Task to complete: Across all the records, filter for lines with the word "street" and copy them.

Supplied records:
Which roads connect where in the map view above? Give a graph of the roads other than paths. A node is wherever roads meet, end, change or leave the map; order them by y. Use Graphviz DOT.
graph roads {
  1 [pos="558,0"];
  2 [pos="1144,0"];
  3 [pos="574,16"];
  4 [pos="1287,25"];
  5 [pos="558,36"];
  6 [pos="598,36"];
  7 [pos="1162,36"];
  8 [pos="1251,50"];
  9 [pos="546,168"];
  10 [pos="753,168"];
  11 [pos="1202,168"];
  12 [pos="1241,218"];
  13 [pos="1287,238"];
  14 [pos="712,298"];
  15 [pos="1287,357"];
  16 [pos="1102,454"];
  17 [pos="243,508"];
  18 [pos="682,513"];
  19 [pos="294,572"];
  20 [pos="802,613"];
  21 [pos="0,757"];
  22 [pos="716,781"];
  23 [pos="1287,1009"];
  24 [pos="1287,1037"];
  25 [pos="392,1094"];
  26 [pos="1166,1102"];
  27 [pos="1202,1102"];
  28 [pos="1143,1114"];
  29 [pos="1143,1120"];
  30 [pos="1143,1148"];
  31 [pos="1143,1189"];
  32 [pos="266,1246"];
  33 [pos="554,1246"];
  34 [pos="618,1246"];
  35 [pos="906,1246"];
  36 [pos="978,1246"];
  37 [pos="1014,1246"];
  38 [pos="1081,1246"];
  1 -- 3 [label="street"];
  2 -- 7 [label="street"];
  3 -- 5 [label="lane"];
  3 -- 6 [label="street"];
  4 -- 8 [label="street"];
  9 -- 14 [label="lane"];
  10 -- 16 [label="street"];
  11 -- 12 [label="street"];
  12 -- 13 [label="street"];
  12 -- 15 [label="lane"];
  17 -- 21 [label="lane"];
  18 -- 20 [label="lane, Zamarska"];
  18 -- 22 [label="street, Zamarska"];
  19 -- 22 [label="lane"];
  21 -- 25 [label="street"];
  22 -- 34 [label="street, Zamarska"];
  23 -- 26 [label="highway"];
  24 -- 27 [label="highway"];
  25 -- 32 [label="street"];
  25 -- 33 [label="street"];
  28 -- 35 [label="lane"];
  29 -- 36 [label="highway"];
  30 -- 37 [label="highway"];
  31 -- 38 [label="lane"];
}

Solution for this task:
  1 -- 3 [label="street"];
  2 -- 7 [label="street"];
  3 -- 6 [label="street"];
  4 -- 8 [label="street"];
  10 -- 16 [label="street"];
  11 -- 12 [label="street"];
  12 -- 13 [label="street"];
  18 -- 22 [label="street, Zamarska"];
  21 -- 25 [label="street"];
  22 -- 34 [label="street, Zamarska"];
  25 -- 32 [label="street"];
  25 -- 33 [label="street"];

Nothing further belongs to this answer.